On Thursday, June 27, the Indian government set the record straight on Air India, saying the airline was on track for disinvestment and sale. Previously, a junior minister told the Lok Sabha that privatisation for the airline was suspended because of high oil prices and unfavourable exchange rates. However, the government says that a nodal cell to fast track Air India’s sale will be established by July 1.
“For taking forward the process of disinvestment of Air india, it has been decided to constitute a nodal cell in Airlines House (Delhi HQ)… (A) data room shall be… fully operational effective July 1, 2019… Aruna Gopalakrishnan, ED (corporate affairs), shall be the single-point nodal officer on behalf of AI to interact with the various advisers for the purpose of disinvestment of AI. Further, Uma Maheshwari, who recently retired as ED (IT) will assist Aruna Gopalakrishnan on a full-time basis,” said the government, according to Times of India.
In a series of tweets, the Ministry of Civil Aviation said that the government had decided in 2018 that “volatile crude prices & adverse fluctuation in exchange rates” were “not conducive” to Air India’s sale.
But now, the government is working towards the disinvestment and future sale of the cash-strapped airline.
Air India heads for disinvestment with no buyers
Air India’s debt exposure is a little over than Rs 50,000 crore or $8 billion.
The government tried to privatise the national carrier and announced this decision on March 28, 2018. It was offering a 76% stake in the airline, a 100% stake in Air India Express, and a 50% stake in Air India SATS Airport Services.

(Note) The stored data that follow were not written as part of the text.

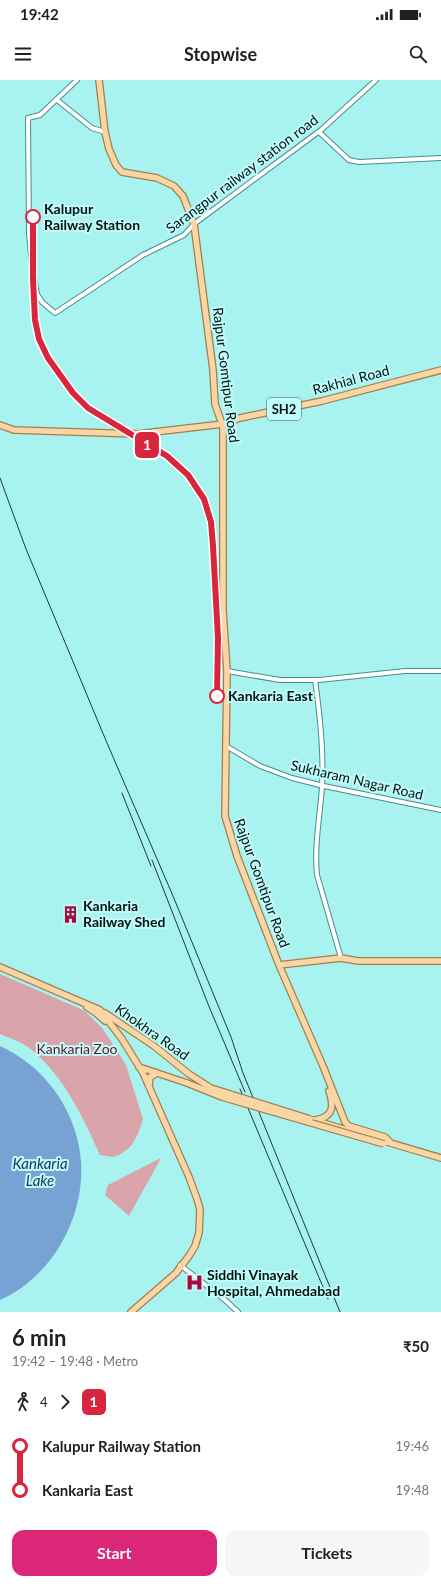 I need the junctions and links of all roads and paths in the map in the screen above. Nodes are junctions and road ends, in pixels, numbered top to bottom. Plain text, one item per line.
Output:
1 (77, 80) edge
2 (99, 80) edge
3 (376, 80) edge
4 (57, 100) junction
5 (105, 132) junction
6 (319, 132) junction
7 (441, 158) edge
8 (194, 224) junction
9 (441, 371) edge
10 (0, 425) edge
11 (223, 426) junction
12 (227, 671) junction
13 (441, 671) edge
14 (315, 680) junction
15 (226, 746) junction
16 (322, 786) junction
17 (441, 810) edge
18 (341, 958) junction
19 (441, 962) edge
20 (279, 965) junction
21 (0, 968) edge
22 (90, 1006) junction
23 (100, 1010) junction
24 (106, 1020) junction
25 (115, 1020) junction
26 (137, 1066) junction
27 (323, 1066) junction
28 (157, 1073) junction
29 (149, 1086) junction
30 (313, 1120) junction
31 (389, 1144) junction
32 (441, 1158) edge
33 (441, 1162) edge
34 (181, 1265) junction
35 (126, 1312) edge
36 (131, 1312) edge
37 (238, 1312) edge

1 - 4 street, Sarangpur railway station road
2 - 5 main road, Rajpur Gomtipur Road
3 - 6 street, Sarangpur railway station road
4 - 5 street
4 - 8 street, Sarangpur railway station road
5 - 8 main road, Rajpur Gomtipur Road
6 - 7 street
6 - 8 street, Sarangpur railway station road
8 - 11 main road, Rajpur Gomtipur Road
9 - 11 main road, Rakhial Road / SH2
10 - 11 main road, Rakhial Road / SH2
11 - 12 main road, Rajpur Gomtipur Road
12 - 14 street
12 - 15 main road, Rajpur Gomtipur Road
13 - 14 street
14 - 16 street
15 - 16 street, Sukharam Nagar Road
15 - 20 main road, Rajpur Gomtipur Road
16 - 17 street, Sukharam Nagar Road
16 - 18 street
18 - 19 main road
18 - 20 main road
20 - 27 main road, Rajpur Gomtipur Road
21 - 22 main road
22 - 23 main road
22 - 24 main road
23 - 24 main road
23 - 25 main road, Khokhra Road
24 - 25 main road
24 - 26 main road
25 - 30 main road, Khokhra Road, bridge
26 - 28 main road, Khokhra Road
26 - 29 main road
26 - 34 main road
27 - 30 main road
27 - 31 main road
28 - 29 main road
28 - 31 main road, Khokhra Road, bridge
29 - 34 main road
30 - 31 main road, Khokhra Road, bridge
31 - 32 main road
31 - 33 main road
34 - 35 main road
34 - 36 main road
34 - 37 street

However, when the deadline for formal bids passed twice without any prospective buyers, the plan was considered a flop. The government insisted on retaining its 24% stake believing it would inspire confidence in the airline.
However, the government’s presence was one of the reasons cited for the lack of interested private investors.
When rumours of a possible sale offer made the rounds, IndiGo airlines, a Jet Airways-Air France-KLM consortium, SIngapore Airlines, Vistara Airways and Qatar Airways were also named in the media are potential buyers.
However, when the companies were required to make their interest formal, no one stepped up.
In May 2018, the Civil Aviation Ministry tweeted, “Further course of action will be decided appropriately.” Now, it seems that Air India was, at the time, not an attractive commodity in the context of high oil prices and a poor exchange rate.
Jet Airways, Kingfisher: India’s aviation woes
Air India is hardly the first major carrier to find itself in financial trouble. Jet Airways, India’s longest-serving and largest airline, has also filed for bankruptcy.
Jet Airways also defaulted on loan repayments and staff salaries. In February, the airline asked employees to take a 25% salary cut and then ended up paying only 84% of its staff.
The lenders stepped in and began looking for bidders to take over.
To keep itself afloat in the meantime, Jet still required emergency funding of Rs 1,500 crore. However, given the lack of bidders and casual nature of the bids they did receive, the lenders decided not to provide Jet with interim funding.
That decision led to the airline being temporarily suspended, plunging its 22,000-strong staff into unemployment.
Following this, several rounds of negotiations with a potential bidding consortium were fruitless and the plane eventually headed to bankruptcy court when two of its creditors filed petitions against Jet to get their dues back.
Jet co-founders Naresh and Anita Goyal have been barred from travel by the Ministry of Corporate Affairs (MCA) that issued a circular against the couple. The Goyals, who were asked to deboard an Emirates flight en route to London, are suspected of committing fraud.
They are being investigated by the Income Tax Department and MCA by for “suspicious transactions” found in Jets accounts.
The Goyals seem to be following in the footsteps of Vijay Mallya, owner of Kingfisher airline who allegedly committed defrauded lenders and stole Rs 9,000 crore.
Mallya, who absconded to London just days before lending banks began insolvency proceedings against him, has been branded an economic fugitive. The Enforcement Directorate (ED) requested the UK government to extradite him back to India, a request that UK Home Secretary Sajid Javid approved in February.
Mallya, now battling the extradition proceedings, is also opposing the liquidation of his assets. The ED said that the lenders can sell off Mallya’s assets and repay themselves, as long as they agree to return the money in case Mallya is found innocent of fraud.
Even beyond fraud and theft, India’s aviation industry has an uphill climb. Many of the expenses incurred by airlines are in the US dollar, so a depreciating rupee spells financial trouble. Even rising fuel prices is a major issue for Indian carriers.
Although business sense dictates that these costs be offset by increased ticket prices, no Indian carrier owns a significant enough market share to raise prices unilaterally. So, the longer Air India is drip-fed by the Indian government— meaning infused with enough cash to function but not enough for a full revival— the longer other airlines suffer because they need to compete with Air India’s cheap prices.
While all industries are impacted by slow and stagnant growth, the Indian aviation industry sees its effects sooner and more publicly than most.